Watching Impeachment Developments and Digesting Data

September 26, 2019

The dollar fell overnight by 0.5% against the kiwi, 0.4% relative to the Aussie dollar, and 0.1% versus the yen and loonie, but it also rose 0.2% against sterling and the euro as well as 0.3% vis-a-vis the Swiss franc. The yuan and peso are unchanged.

Wednesday’s rebound in U.S. share prices carried over into most but not all stock markets overseas. Exceptions included China (down 0.9%), Australia and New Zealand (each down 0.5%). Equity market gains in Asia included Indonesia (1.4%), India (1.0%), Hong Kong (0.4%) and South Korea (0.3%). European equities so far are up 1.0% in the U.K., 0.9% in Switzerland, 0.7% in Italy and France, and 0.4% in Germany.

Ten-year sovereign debt yields have dipped 2 basis points in the U.S. but risen a basis point each in Germany and the U.K.. The price of oil and gold is hardly changed.

Investors await the release of U.S. GDP data, an advanced estimate of the U.S. trade deficit, pending home sales and the KC Fed monthly manufacturing survey.

German consumer confidence unexpectedly rose 0.2 index point to a 4-month high.

South Korean consumer confidence jumped 4.4 index points to a 5-month high in September.

But Swedish consumer sentiment and business sentiment fell this month to its lowest readings in 81 and 75 months, respectively.

Austria’s manufacturing purchasing managers index dropped 2.8 points to an 83-month low of 45.1, and the input price sub-index fell to a 42-month low.

Mexico’s economic activity index dipped 0.1% on month but posted the first year-on-year rise in July since March.

Icelandic unemployment of 4.4% in August represents a 3-month high.

Sweden recorded a SEK 5.4 billion trade deficit in August, 32.5% smaller than its year-earlier deficit.

Swedish PPI inflation decelerated for a fifth straight time in August, reaching a 35-month low of 1.4%. Back in September of 2018, such was at 10.1%.

Danish retail sales were only 0.9% greater in August than a year earlier.

M3 money growth in the euro area accelerated to 5.7% in August and recorded an average 5.1% increase in June-August.
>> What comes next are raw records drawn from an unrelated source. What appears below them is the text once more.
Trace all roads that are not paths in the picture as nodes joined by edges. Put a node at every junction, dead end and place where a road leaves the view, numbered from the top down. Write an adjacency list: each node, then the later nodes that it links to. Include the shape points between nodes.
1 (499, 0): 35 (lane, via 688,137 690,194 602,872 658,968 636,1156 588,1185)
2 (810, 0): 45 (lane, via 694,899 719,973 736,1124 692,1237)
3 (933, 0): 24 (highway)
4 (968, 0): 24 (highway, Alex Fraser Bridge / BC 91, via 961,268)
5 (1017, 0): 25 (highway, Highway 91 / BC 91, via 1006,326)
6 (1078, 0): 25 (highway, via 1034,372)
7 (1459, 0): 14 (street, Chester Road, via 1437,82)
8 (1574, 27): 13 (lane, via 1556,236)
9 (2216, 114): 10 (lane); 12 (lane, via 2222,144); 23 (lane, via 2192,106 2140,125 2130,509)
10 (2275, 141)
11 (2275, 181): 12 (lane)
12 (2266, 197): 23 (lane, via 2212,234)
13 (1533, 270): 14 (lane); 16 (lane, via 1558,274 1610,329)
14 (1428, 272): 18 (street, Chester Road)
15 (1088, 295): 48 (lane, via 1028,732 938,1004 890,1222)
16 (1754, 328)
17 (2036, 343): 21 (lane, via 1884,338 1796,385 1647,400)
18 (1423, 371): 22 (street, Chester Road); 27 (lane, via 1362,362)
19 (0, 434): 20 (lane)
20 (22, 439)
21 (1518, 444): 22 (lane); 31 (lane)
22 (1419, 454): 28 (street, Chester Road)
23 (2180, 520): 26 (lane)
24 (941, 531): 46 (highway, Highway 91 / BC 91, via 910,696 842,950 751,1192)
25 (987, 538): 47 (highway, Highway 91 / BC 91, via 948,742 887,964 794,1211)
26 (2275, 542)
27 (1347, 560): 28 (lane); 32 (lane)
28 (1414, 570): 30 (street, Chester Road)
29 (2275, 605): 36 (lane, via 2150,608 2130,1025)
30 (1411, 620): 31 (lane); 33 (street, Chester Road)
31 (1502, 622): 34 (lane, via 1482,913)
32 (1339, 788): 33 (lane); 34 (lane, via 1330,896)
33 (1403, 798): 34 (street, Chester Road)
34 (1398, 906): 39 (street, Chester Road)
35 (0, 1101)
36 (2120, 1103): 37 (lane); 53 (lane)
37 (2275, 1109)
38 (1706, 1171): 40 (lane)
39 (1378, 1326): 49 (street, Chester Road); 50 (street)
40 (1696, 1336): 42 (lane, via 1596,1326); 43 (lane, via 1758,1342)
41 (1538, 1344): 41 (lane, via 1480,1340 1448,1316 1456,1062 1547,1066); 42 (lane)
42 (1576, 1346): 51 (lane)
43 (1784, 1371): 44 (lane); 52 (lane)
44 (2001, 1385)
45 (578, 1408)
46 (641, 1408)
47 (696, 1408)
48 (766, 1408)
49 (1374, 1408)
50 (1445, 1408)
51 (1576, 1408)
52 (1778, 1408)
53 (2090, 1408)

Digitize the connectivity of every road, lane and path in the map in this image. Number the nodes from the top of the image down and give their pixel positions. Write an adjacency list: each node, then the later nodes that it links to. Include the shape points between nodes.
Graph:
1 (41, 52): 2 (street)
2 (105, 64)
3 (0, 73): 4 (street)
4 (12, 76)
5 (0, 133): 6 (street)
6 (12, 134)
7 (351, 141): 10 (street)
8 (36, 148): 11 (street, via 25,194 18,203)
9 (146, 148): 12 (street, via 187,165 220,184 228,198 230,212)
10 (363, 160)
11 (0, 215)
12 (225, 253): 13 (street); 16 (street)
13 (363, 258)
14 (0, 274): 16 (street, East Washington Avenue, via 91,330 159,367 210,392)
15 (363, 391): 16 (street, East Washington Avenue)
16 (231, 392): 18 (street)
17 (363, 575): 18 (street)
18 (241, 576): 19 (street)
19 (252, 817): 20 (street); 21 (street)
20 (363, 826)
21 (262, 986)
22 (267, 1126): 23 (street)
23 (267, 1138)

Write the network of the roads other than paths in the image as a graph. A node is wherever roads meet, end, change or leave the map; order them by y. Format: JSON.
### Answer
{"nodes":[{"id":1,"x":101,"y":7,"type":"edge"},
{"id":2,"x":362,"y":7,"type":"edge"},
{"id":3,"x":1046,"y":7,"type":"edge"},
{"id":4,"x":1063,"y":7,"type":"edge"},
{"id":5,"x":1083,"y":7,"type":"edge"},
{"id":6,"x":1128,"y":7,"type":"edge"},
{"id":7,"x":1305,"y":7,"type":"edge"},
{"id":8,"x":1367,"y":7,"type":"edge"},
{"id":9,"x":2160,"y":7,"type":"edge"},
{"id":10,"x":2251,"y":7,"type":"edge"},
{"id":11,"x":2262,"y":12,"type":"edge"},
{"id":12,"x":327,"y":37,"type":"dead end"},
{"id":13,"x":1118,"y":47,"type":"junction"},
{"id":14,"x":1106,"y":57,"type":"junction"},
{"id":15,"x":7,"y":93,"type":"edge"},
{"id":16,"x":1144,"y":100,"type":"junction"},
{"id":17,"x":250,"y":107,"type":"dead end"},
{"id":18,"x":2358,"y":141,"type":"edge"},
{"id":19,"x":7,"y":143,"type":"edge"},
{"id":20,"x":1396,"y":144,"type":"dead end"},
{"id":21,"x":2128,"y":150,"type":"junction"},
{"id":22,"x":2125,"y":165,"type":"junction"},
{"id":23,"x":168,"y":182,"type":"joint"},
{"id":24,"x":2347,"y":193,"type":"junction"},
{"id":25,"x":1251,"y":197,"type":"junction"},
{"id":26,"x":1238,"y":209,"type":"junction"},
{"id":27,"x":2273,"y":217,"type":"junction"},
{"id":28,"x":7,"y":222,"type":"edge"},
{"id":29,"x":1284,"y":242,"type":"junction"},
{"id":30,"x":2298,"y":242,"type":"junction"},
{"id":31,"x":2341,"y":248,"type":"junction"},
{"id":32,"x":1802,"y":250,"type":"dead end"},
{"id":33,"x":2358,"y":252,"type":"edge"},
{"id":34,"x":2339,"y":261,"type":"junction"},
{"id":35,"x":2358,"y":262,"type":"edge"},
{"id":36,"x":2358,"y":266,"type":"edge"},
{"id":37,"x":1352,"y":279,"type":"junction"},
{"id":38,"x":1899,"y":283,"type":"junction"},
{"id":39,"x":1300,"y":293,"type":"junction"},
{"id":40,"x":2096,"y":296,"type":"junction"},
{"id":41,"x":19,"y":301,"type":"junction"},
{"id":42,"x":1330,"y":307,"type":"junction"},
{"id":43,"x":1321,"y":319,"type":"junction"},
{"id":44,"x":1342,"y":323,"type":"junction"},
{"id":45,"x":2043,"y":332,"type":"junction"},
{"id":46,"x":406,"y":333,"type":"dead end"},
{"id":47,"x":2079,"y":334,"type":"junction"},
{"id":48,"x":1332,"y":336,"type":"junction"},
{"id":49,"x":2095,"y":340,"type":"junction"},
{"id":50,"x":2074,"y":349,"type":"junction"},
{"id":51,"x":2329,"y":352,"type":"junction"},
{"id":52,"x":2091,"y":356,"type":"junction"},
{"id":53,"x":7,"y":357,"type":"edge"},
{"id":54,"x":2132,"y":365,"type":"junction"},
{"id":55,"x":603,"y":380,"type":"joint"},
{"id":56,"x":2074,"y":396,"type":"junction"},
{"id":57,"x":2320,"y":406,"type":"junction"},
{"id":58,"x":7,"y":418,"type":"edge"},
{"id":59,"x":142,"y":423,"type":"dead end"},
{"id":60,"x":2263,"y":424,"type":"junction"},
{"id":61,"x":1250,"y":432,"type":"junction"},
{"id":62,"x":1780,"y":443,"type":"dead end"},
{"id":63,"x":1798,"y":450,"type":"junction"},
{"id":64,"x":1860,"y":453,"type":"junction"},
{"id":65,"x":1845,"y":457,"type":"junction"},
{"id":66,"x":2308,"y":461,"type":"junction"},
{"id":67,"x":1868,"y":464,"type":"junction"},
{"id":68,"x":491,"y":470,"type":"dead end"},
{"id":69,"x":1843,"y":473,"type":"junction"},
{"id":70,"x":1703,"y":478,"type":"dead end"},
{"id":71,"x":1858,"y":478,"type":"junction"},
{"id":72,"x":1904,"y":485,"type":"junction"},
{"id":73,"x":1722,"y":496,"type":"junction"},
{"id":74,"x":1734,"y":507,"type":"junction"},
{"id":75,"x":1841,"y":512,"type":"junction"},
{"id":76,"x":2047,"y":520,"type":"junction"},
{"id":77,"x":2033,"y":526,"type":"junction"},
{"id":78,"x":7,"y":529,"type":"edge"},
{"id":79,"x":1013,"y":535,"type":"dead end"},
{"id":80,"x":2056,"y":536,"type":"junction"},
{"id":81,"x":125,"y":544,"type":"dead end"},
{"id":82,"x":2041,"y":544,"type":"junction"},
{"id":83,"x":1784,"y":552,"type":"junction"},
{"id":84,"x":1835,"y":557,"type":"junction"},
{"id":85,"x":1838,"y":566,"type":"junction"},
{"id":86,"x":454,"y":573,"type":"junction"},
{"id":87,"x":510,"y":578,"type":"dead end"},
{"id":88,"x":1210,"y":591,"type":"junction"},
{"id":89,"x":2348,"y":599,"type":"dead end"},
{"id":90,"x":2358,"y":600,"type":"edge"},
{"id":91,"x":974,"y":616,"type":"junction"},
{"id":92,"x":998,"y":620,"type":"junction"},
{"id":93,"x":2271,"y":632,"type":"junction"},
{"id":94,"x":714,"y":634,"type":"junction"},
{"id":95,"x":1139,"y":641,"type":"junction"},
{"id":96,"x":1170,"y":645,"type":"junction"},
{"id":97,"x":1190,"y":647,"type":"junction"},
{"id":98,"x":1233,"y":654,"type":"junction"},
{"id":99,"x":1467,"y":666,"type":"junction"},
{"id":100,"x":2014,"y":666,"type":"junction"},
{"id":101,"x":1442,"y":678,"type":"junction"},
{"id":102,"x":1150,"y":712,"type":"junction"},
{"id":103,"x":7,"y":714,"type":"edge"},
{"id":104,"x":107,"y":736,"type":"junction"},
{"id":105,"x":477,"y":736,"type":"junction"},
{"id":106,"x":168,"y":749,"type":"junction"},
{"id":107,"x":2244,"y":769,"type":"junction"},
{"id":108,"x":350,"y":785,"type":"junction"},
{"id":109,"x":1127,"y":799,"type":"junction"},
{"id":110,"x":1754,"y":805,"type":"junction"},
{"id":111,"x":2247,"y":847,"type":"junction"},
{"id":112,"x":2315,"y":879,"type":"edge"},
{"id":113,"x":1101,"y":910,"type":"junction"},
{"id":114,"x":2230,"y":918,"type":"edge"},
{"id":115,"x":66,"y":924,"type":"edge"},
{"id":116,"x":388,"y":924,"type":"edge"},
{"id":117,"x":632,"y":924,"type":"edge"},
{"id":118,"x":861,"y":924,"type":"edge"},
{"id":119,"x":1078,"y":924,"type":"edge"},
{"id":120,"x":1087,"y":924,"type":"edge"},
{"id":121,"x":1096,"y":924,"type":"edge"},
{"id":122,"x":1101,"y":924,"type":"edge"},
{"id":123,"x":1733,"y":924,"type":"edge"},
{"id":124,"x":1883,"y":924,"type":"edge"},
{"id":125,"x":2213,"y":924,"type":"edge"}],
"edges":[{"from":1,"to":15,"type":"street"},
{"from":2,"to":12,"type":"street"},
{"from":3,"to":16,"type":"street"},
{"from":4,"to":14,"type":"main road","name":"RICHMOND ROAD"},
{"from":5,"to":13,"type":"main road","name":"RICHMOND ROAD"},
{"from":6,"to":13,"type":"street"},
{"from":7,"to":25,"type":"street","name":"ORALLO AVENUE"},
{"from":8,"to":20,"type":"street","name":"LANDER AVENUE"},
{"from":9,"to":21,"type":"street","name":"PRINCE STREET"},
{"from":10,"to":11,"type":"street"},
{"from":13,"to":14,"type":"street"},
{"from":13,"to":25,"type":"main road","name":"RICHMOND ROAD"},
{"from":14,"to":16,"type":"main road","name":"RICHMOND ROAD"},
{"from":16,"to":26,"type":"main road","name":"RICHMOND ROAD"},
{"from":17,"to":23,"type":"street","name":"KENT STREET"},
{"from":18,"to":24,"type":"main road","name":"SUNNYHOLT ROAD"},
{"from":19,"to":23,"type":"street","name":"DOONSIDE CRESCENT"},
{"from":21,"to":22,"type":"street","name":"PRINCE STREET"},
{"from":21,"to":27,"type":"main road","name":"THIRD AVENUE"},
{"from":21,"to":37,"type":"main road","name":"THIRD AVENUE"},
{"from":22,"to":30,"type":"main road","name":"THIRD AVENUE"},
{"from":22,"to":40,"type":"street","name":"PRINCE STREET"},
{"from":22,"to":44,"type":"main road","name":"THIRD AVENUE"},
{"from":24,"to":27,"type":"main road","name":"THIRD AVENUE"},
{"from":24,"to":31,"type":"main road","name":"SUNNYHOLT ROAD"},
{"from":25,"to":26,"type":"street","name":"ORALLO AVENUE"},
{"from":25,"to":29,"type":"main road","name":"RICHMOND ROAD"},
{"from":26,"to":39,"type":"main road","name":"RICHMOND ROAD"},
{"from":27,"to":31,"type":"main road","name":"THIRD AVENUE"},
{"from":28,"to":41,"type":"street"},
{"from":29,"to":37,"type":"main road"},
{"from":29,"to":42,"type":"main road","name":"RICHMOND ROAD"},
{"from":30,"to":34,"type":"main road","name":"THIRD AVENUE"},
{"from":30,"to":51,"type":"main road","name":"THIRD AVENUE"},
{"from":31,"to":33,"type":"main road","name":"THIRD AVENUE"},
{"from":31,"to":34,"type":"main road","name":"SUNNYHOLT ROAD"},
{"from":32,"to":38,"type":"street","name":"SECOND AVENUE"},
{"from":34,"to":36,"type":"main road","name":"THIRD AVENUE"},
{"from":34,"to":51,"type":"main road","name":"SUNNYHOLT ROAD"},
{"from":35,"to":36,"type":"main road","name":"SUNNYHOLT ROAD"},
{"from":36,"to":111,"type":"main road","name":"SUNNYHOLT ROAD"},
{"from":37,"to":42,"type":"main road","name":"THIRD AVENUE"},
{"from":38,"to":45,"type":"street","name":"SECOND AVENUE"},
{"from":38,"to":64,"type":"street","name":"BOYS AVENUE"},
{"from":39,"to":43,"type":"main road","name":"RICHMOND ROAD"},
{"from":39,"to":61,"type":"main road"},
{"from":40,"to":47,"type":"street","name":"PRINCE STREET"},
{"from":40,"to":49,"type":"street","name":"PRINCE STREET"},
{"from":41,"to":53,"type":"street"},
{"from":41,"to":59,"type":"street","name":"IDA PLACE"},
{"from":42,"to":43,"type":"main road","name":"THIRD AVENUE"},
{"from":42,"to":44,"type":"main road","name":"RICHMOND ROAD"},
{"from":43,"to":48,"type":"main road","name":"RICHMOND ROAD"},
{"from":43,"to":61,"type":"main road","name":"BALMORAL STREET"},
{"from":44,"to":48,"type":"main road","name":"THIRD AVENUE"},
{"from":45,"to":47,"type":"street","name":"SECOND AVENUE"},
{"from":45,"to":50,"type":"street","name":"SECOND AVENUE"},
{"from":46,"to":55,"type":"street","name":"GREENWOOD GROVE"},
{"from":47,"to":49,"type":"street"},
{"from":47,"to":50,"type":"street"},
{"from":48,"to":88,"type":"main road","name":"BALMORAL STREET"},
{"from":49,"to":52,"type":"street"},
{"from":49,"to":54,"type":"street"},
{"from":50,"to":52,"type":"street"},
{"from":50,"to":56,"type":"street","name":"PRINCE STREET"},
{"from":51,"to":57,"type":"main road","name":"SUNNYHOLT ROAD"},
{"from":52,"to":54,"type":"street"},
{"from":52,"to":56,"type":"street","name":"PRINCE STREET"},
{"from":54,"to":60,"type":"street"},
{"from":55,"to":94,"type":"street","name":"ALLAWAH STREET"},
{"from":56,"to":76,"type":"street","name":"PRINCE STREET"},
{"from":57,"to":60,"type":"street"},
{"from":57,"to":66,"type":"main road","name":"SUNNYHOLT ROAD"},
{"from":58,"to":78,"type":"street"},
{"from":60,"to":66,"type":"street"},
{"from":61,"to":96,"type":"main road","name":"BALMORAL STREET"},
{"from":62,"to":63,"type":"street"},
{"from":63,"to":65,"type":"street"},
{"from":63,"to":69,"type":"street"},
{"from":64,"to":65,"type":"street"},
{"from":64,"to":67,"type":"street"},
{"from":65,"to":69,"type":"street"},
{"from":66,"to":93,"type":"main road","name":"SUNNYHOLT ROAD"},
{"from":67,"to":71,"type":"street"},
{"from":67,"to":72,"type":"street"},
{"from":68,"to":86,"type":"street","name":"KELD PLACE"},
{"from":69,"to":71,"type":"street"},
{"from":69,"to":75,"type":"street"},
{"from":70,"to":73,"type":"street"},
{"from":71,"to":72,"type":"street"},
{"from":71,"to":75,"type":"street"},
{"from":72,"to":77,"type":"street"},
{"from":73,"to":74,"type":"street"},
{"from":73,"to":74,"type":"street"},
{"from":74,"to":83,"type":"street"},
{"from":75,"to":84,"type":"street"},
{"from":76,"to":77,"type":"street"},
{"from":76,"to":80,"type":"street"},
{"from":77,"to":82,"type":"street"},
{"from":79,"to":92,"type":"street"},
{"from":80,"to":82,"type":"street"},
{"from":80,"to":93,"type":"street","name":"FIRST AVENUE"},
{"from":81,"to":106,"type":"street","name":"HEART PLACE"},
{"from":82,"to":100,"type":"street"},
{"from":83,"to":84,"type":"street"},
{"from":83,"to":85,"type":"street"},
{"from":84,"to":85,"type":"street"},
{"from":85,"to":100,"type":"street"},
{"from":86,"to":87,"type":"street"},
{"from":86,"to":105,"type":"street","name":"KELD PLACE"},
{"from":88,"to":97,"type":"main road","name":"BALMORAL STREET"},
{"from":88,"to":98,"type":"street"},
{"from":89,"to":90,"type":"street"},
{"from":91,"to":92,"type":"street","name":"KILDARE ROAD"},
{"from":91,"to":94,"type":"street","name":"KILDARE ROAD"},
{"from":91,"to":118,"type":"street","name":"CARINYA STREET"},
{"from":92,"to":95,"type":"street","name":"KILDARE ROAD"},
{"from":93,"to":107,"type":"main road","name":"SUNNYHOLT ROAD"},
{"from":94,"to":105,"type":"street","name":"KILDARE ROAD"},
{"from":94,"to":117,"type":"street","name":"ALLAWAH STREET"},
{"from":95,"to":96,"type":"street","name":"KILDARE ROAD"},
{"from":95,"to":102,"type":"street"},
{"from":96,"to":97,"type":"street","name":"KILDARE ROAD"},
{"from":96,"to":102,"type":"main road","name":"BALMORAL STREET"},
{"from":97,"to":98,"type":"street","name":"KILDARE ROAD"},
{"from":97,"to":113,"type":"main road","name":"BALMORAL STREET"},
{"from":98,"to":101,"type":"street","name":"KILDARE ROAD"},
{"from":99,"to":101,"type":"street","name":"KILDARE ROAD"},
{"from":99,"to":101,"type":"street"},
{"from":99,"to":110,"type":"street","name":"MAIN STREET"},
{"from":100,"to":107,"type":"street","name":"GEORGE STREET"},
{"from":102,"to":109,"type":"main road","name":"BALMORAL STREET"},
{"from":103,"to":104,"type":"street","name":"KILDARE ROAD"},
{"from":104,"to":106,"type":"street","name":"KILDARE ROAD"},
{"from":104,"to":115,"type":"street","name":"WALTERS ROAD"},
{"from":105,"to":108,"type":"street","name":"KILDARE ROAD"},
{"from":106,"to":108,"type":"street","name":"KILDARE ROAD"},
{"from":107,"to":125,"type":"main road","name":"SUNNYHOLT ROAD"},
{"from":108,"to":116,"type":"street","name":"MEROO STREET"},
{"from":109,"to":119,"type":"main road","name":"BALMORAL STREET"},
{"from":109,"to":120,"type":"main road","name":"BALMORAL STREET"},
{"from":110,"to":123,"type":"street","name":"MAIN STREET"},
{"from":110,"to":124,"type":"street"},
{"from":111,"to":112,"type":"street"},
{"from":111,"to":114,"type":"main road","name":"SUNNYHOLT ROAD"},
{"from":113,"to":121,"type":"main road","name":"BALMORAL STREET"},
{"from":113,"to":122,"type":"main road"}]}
The narrower M1 money aggregate’s growth climbed to 8.4% from 7.8% in July and 7.2% in June. Private credit growth and bank lending to non-financial firms also picked up in August.

The central bank in the Philippines cut its overnight reverse repo rate by an as-expected 25 basis points to 4.0%. This was the third reduction since May and contrasts with a combined 175 basis points of increase implemented between May and November of last year. A released statement cites slower price pressure since the previous policy review and a weak growth outlook. Well-anchored expected inflation also provided leeway to augment monetary stimulus.

Hong Kong’s trade deficit shrank to HKD 28.0 billion in August from HKD 52.1 billion a year earlier as imports plunged 11.1%. Hong Kong is especially endangered by U.S.-Sino trade frictions.